In our coaching sessions we are always urging speakers and presenters to tell more stories. But are there ever occasions when you shouldn’t tell a story? There are certain industries that are not conducive to storytelling. And there are certain audiences that are less receptive to storytelling. They like facts and figures, they expect facts and figures, and they are disappointed when they don’t get facts and figures.
I’ve worked with clients in these industries, and facing these audiences. Yet we’ve always managed to slip in a short story or analogy or metaphor to make a fact or a figure stick more memorable to the audience.
For example, if you’re speaking about investing in a sector or company, tell a short story on the development of that sector or company and why you’re investing in it. It doesn’t have to be long. If you are talking about the development of a new product, tell a story about the development process that demonstrates how thorough was the work that went into the product.
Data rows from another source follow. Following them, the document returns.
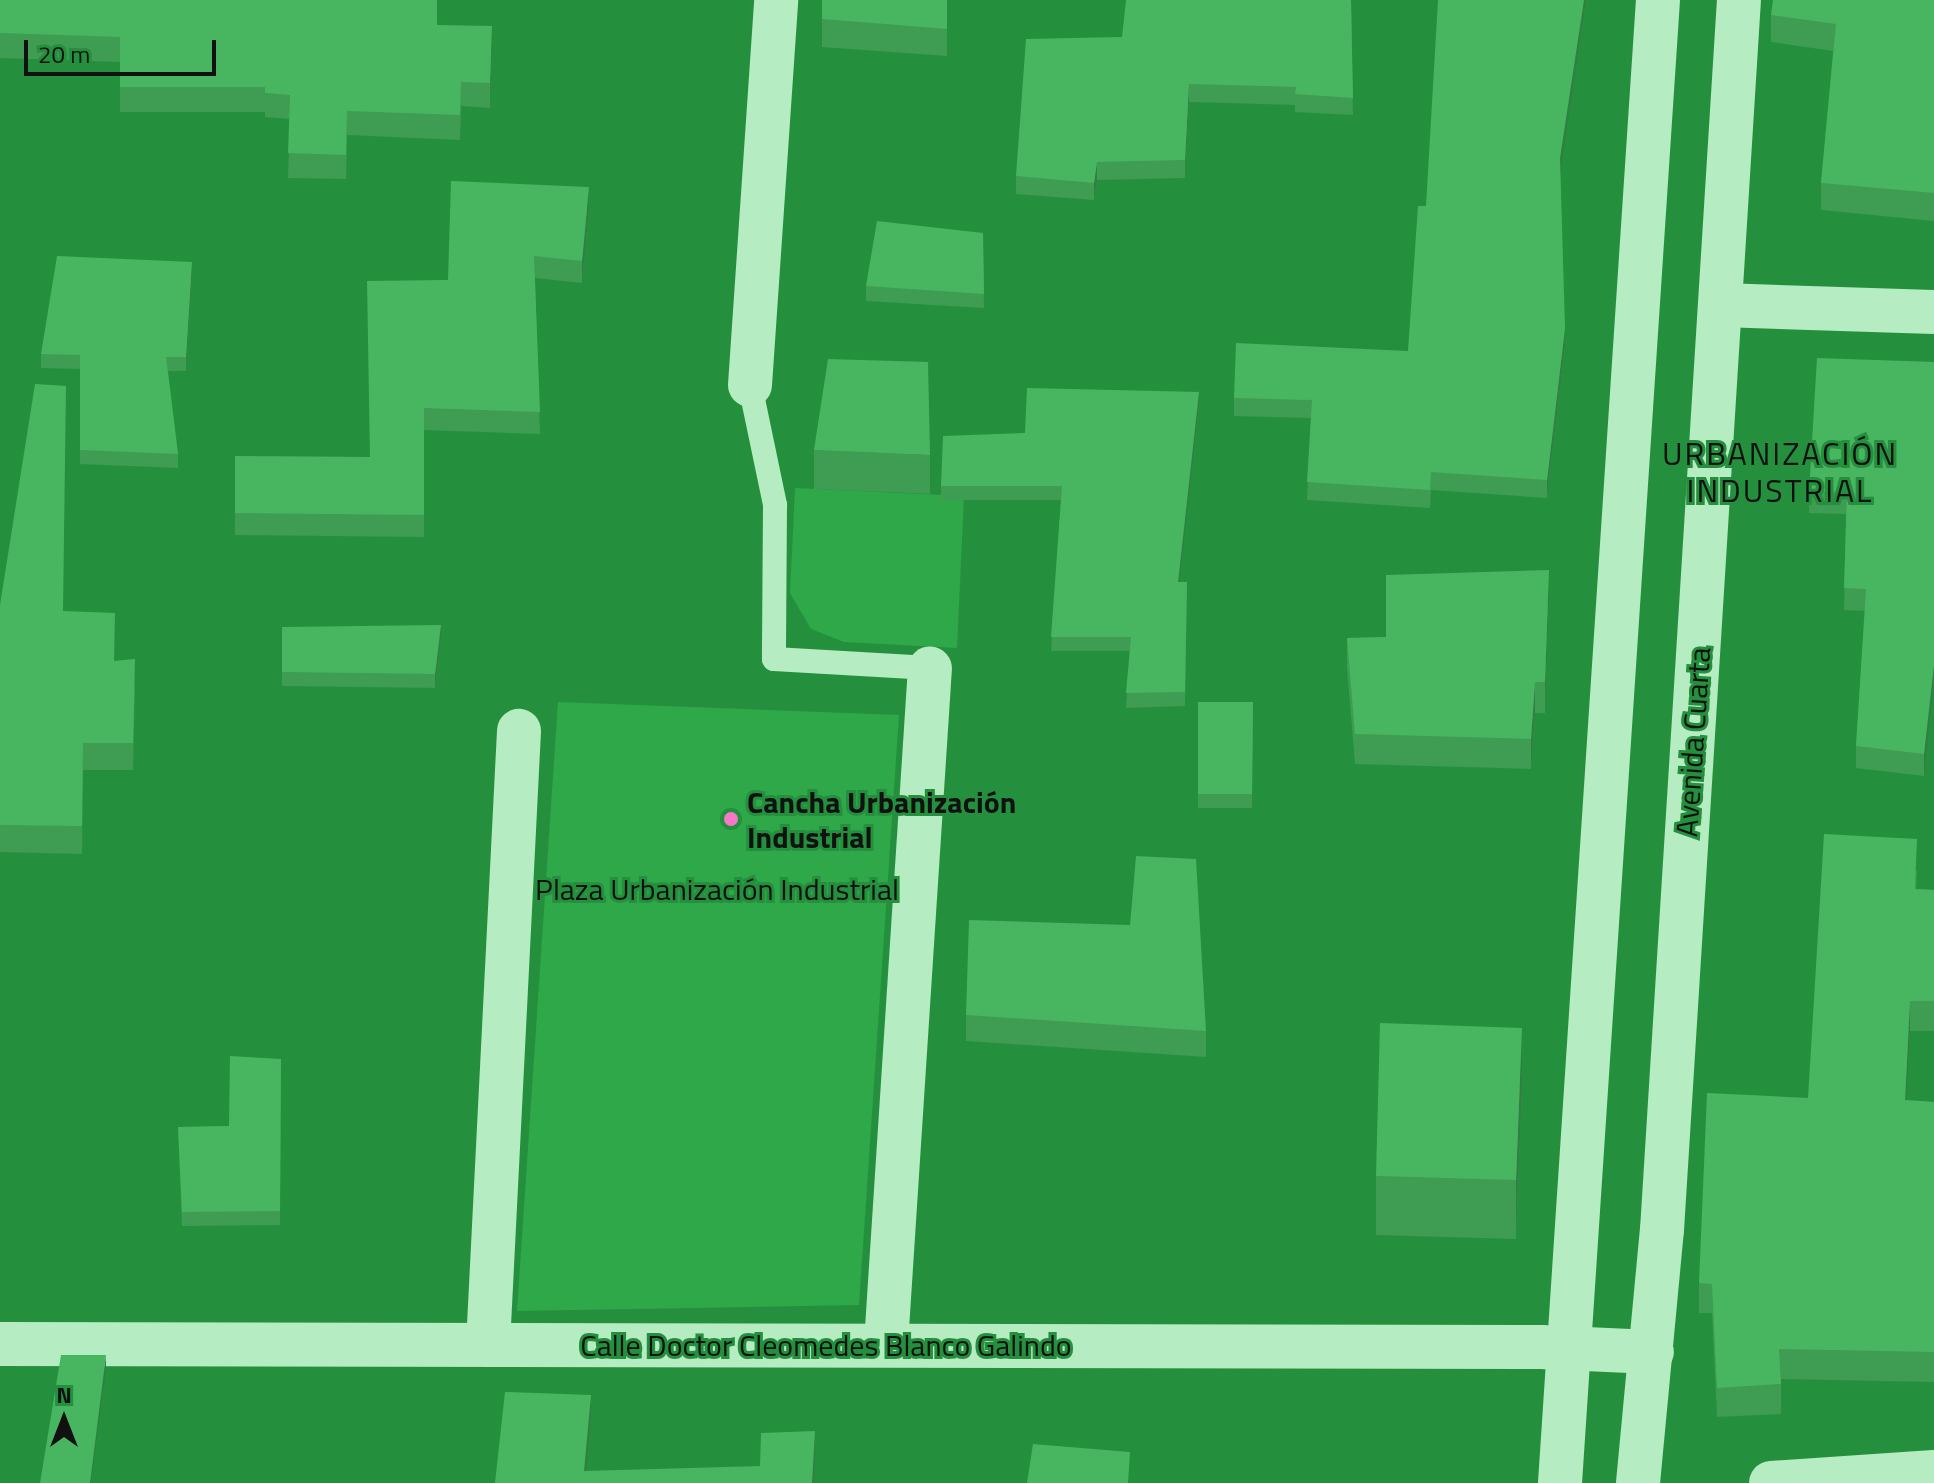 <!DOCTYPE html>
<meta charset="utf-8">
<style>
body{margin:0}
#map{position:relative;width:1934px;height:1483px;overflow:hidden;background:#24903d;font-family:"Titillium Web",sans-serif}
div>[style]{position:absolute}
.green>*{inset:0;background:#2ea849}
.service>*{height:24px;margin:-12px;padding:0 12px;transform-origin:12px;border-radius:12px;background:#b5ecc1}
.minor>*{height:44px;margin:-22px;padding:0 22px;transform-origin:22px;border-radius:22px;background:#b5ecc1}
.tertiary>*{height:44px;margin:-22px;padding:0 22px;transform-origin:22px;border-radius:22px;background:#b5ecc1}
.wall>*{inset:0;background:#3e9c53}
.shaded-wall>*{inset:0;background:#327f44}
.building>*{inset:0;background:#48b561}
.dots>*{width:22px;height:22px;translate:-50% -50%;box-sizing:border-box;border:4px solid #24903d;border-radius:50%}
span{translate:-50% -50%;white-space:nowrap;text-align:center;line-height:1.15;-webkit-text-stroke:6px #24903d;paint-order:stroke}
.street-label{font-size:30px;color:#111}
.poi-label{font-size:30px;color:#111;font-weight:700}
.left{translate:0 -50%;text-align:left}
.park-label{font-size:30px;color:#111}
.neighbourhood-label{font-size:32px;color:#111;letter-spacing:2px}
.north{position:absolute;left:24px;top:1379px;width:80px;height:80px;-webkit-text-stroke:6px #24903d;paint-order:stroke;rotate:0deg;font-size:22px;font-weight:700;line-height:32px;text-align:center;color:#111}
.north::after{content:'';display:block;margin:auto;width:28px;height:36px;background:#111;clip-path:polygon(50% 0,100% 100%,50% 72%,0 100%)}
.scale{position:absolute;left:24px;top:40px;width:192px;height:36px;box-sizing:border-box;border:4px solid #111;border-top:0;padding-left:10px;font-size:24px;line-height:28px;white-space:nowrap;color:#111;-webkit-text-stroke:6px #24903d;paint-order:stroke}
</style>
<div id="map">
<div class="green">
<div style="clip-path:polygon(795px 488px,964px 496px,957px 648px,844px 642px,811px 629px,790px 593px)"></div>
<div style="clip-path:polygon(558px 702px,899px 715px,859px 1305px,517px 1311px)"></div>
</div>
<div class="service">
<div style="left:750px;top:385px;width:123px;rotate:78.2deg"></div>
<div style="left:775px;top:505px;width:154px;rotate:90.4deg"></div>
<div style="left:774px;top:659px;width:156px;rotate:3.3deg"></div>
</div>
<div class="minor">
<div style="left:1721px;top:305px;width:213px;rotate:1.9deg"></div>
<div style="left:750px;top:385px;width:386px;rotate:-86.1deg"></div>
<div style="left:0;top:1344px;width:1541px;rotate:0.11deg"></div>
<div style="left:1541px;top:1347px;width:111px;rotate:2.6deg"></div>
<div style="left:886px;top:1344px;width:677px;rotate:-86.28deg"></div>
<div style="left:488px;top:1345px;width:615px;rotate:-87.11deg"></div>
<div style="left:1771px;top:1483px;width:163px;rotate:-3.9deg"></div>
</div>
<div class="tertiary">
<div style="left:1560px;top:1483px;width:1486px;rotate:-86.22deg"></div>
<div style="left:1638px;top:1483px;width:254px;rotate:-84.6deg"></div>
<div style="left:1662px;top:1230px;width:1232px;rotate:-86.42deg"></div>
</div>
<div class="wall">
<div style="clip-path:polygon(0 0,437px 25px,492px 51px,490px 108px,461px 106px,460px 140px,347px 135px,346px 179px,288px 178px,290px 119px,265px 117px,265px 112px,120px 112px,120px 62px,0 58px)"></div>
<div style="clip-path:polygon(822px 0,947px 0,947px 56px,822px 47px)"></div>
<div style="clip-path:polygon(1351px 0,1353px 115px,1295px 112px,1295px 105px,1189px 102px,1185px 178px,1097px 180px,1094px 200px,1016px 194px,1016px 176px,1122px 37px)"></div>
<div style="clip-path:polygon(1934px 0,1934px 221px,1821px 210px,1821px 183px,1833px 51px,1771px 42px,1771px 15px)"></div>
<div style="clip-path:polygon(1560px 173px,1565px 346px,1547px 498px,1431px 490px,1430px 508px,1307px 500px,1311px 418px,1234px 416px,1234px 398px,1408px 351px,1426px 206px)"></div>
<div style="clip-path:polygon(589px 209px,582px 283px,535px 278px,540px 434px,424px 430px,424px 537px,235px 535px,235px 456px,370px 457px,448px 280px)"></div>
<div style="clip-path:polygon(983px 233px,984px 308px,866px 301px,866px 286px)"></div>
<div style="clip-path:polygon(192px 276px,186px 371px,168px 371px,178px 454px,178px 468px,80px 464px,80px 369px,41px 368px,41px 354px)"></div>
<div style="clip-path:polygon(1934px 362px,1924px 776px,1856px 768px,1856px 746px,1865px 611px,1844px 610px,1846px 514px,1809px 513px,1809px 491px)"></div>
<div style="clip-path:polygon(1199px 406px,1179px 582px,1187px 582px,1185px 706px,1126px 708px,1130px 651px,1051px 651px,1061px 500px,941px 500px,941px 486px,1025px 433px)"></div>
<div style="clip-path:polygon(814px 450px,930px 455px,930px 494px,814px 489px)"></div>
<div style="clip-path:polygon(1549px 601px,1545px 713px,1535px 713px,1531px 769px,1355px 764px,1347px 668px,1347px 638px,1386px 637px)"></div>
<div style="clip-path:polygon(0 605px,63px 611px,115px 661px,135px 686px,133px 770px,83px 770px,82px 854px,0 852px)"></div>
<div style="clip-path:polygon(282px 627px,441px 639px,435px 688px,282px 686px)"></div>
<div style="clip-path:polygon(1198px 702px,1253px 702px,1252px 808px,1198px 808px)"></div>
<div style="clip-path:polygon(1917px 869px,1916px 889px,1934px 890px,1934px 1031px,1910px 1031px,1906px 1100px,1934px 1102px,1934px 1382px,1781px 1379px,1781px 1414px,1717px 1417px,1712px 1313px,1699px 1313px,1699px 1283px,1808px 1098px)"></div>
<div style="clip-path:polygon(1130px 925px,1206px 1031px,1206px 1057px,966px 1041px,966px 1015px)"></div>
<div style="clip-path:polygon(281px 1059px,280px 1225px,182px 1226px,178px 1127px,229px 1126px)"></div>
<div style="clip-path:polygon(1522px 1086px,1516px 1239px,1376px 1235px,1376px 1176px)"></div>
</div>
<div class="shaded-wall">
<div style="clip-path:polygon(1584px 0,1586px 0,1560px 176px,1560px 158px)"></div>
<div style="clip-path:polygon(492px 26px,492px 51px,490px 108px,490px 83px)"></div>
<div style="clip-path:polygon(1189px 84px,1189px 102px,1185px 178px,1185px 160px)"></div>
<div style="clip-path:polygon(1097px 162px,1097px 180px,1094px 200px,1094px 183px)"></div>
<div style="clip-path:polygon(589px 187px,589px 209px,582px 283px,582px 261px)"></div>
<div style="clip-path:polygon(192px 262px,192px 276px,186px 371px,186px 357px)"></div>
<div style="clip-path:polygon(1565px 328px,1565px 346px,1547px 498px,1547px 480px)"></div>
<div style="clip-path:polygon(1199px 392px,1199px 406px,1178px 596px,1178px 582px)"></div>
<div style="clip-path:polygon(1549px 570px,1549px 601px,1545px 713px,1545px 682px)"></div>
<div style="clip-path:polygon(441px 625px,441px 639px,435px 688px,435px 674px)"></div>
<div style="clip-path:polygon(1934px 665px,1934px 688px,1924px 776px,1924px 754px)"></div>
<div style="clip-path:polygon(1535px 682px,1535px 713px,1531px 769px,1531px 739px)"></div>
<div style="clip-path:polygon(1910px 1001px,1910px 1031px,1905px 1130px,1905px 1100px)"></div>
<div style="clip-path:polygon(1522px 1028px,1522px 1086px,1516px 1239px,1516px 1180px)"></div>
<div style="clip-path:polygon(106px 1355px,106px 1369px,91px 1483px,90px 1483px)"></div>
<div style="clip-path:polygon(591px 1395px,591px 1420px,585px 1483px,584px 1471px)"></div>
<div style="clip-path:polygon(815px 1431px,815px 1456px,814px 1483px,812px 1483px)"></div>
</div>
<div class="building">
<div style="clip-path:polygon(0 0,437px 0,437px 25px,492px 26px,490px 83px,461px 82px,460px 115px,347px 111px,346px 155px,288px 153px,290px 95px,265px 93px,265px 87px,120px 87px,120px 37px,0 33px)"></div>
<div style="clip-path:polygon(822px 0,947px 0,947px 29px,822px 19px)"></div>
<div style="clip-path:polygon(1126px 0,1351px 0,1353px 98px,1295px 94px,1296px 87px,1189px 84px,1185px 160px,1097px 162px,1094px 183px,1016px 176px,1026px 39px,1122px 37px)"></div>
<div style="clip-path:polygon(1438px 0,1584px 0,1560px 158px,1565px 328px,1547px 480px,1431px 472px,1430px 490px,1307px 482px,1312px 400px,1234px 398px,1236px 343px,1408px 351px,1418px 206px,1426px 206px)"></div>
<div style="clip-path:polygon(1773px 0,1934px 0,1934px 193px,1821px 183px,1836px 24px,1771px 15px)"></div>
<div style="clip-path:polygon(451px 181px,589px 187px,582px 261px,534px 256px,540px 412px,424px 408px,424px 515px,235px 513px,235px 456px,370px 457px,367px 281px,448px 280px)"></div>
<div style="clip-path:polygon(877px 221px,983px 233px,984px 294px,866px 286px)"></div>
<div style="clip-path:polygon(57px 256px,192px 262px,186px 357px,166px 357px,178px 454px,80px 450px,80px 355px,41px 354px)"></div>
<div style="clip-path:polygon(1817px 358px,1934px 362px,1934px 665px,1924px 754px,1856px 746px,1866px 589px,1844px 588px,1847px 492px,1809px 491px)"></div>
<div style="clip-path:polygon(828px 359px,928px 362px,930px 455px,814px 450px)"></div>
<div style="clip-path:polygon(35px 384px,66px 386px,63px 611px,115px 613px,114px 661px,135px 659px,133px 743px,83px 743px,82px 826px,0 825px,0 605px)"></div>
<div style="clip-path:polygon(1027px 388px,1199px 392px,1178px 582px,1187px 582px,1185px 692px,1126px 693px,1131px 637px,1051px 637px,1062px 486px,941px 486px,943px 436px,1025px 433px)"></div>
<div style="clip-path:polygon(1549px 570px,1545px 682px,1535px 682px,1531px 739px,1355px 734px,1347px 638px,1386px 637px,1386px 575px)"></div>
<div style="clip-path:polygon(441px 625px,435px 674px,282px 672px,282px 627px)"></div>
<div style="clip-path:polygon(1198px 702px,1253px 702px,1252px 794px,1198px 794px)"></div>
<div style="clip-path:polygon(1824px 834px,1917px 839px,1915px 889px,1934px 890px,1934px 1001px,1910px 1001px,1905px 1100px,1934px 1102px,1934px 1352px,1779px 1349px,1781px 1384px,1717px 1388px,1712px 1284px,1699px 1283px,1707px 1093px,1808px 1098px)"></div>
<div style="clip-path:polygon(1136px 856px,1196px 859px,1206px 1031px,966px 1015px,969px 920px,1130px 925px)"></div>
<div style="clip-path:polygon(1380px 1023px,1522px 1028px,1516px 1180px,1376px 1176px)"></div>
<div style="clip-path:polygon(230px 1056px,281px 1059px,280px 1211px,182px 1212px,178px 1127px,229px 1126px)"></div>
<div style="clip-path:polygon(61px 1355px,106px 1355px,90px 1483px,40px 1483px)"></div>
<div style="clip-path:polygon(505px 1392px,591px 1395px,584px 1471px,760px 1466px,761px 1433px,815px 1431px,812px 1483px,495px 1483px)"></div>
<div style="clip-path:polygon(1033px 1444px,1130px 1452px,1128px 1483px,1027px 1483px)"></div>
</div>
<div class="dots">
<div style="left:731px;top:819px;background:#f778c6"></div>
</div>
<div class="street-label">
<span style="left:1693px;top:742px;rotate:-86deg">Avenida Cuarta</span>
<span style="left:826px;top:1345px">Calle Doctor Cleomedes Blanco Galindo</span>
</div>
<div class="poi-label">
<span class="left" style="left:747px;top:819px">Cancha Urbanización<br>Industrial</span>
</div>
<div class="park-label">
<span style="left:717px;top:889px">Plaza Urbanización Industrial</span>
</div>
<div class="neighbourhood-label">
<span style="left:1780px;top:472px">URBANIZACIÓN<br>INDUSTRIAL</span>
</div>
<div class="north">N</div>
<div class="scale">20 m</div>
</div>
Stories are so important, because human beings are hard-wired to remember stories. So take some time out of your busy day and think about the stories that could help you.
1. Stories that say something about who you are, what sort of a person you are.
2. Stories that say something about you as a leader, about how you connect with people, how you persuade them to share a vision or task.
3. Stores that show how your product or service helps people, about how your product makes life easier, or better, or safer… how it changes lives.
4. Stories about the struggles you had developing your product or service, stories that illustrate how much time and thought and care you put into the product you are selling or the service you are offering.
Make a note of potential stories. Don’t trust your memory. These stories are precious resources for you. Look for places to slip in one of these stories in your next speech or presentation.
I promise you, you’ll be amazed at the difference it makes and your audiences will love you – even if they came expecting a steady diet of facts and figures.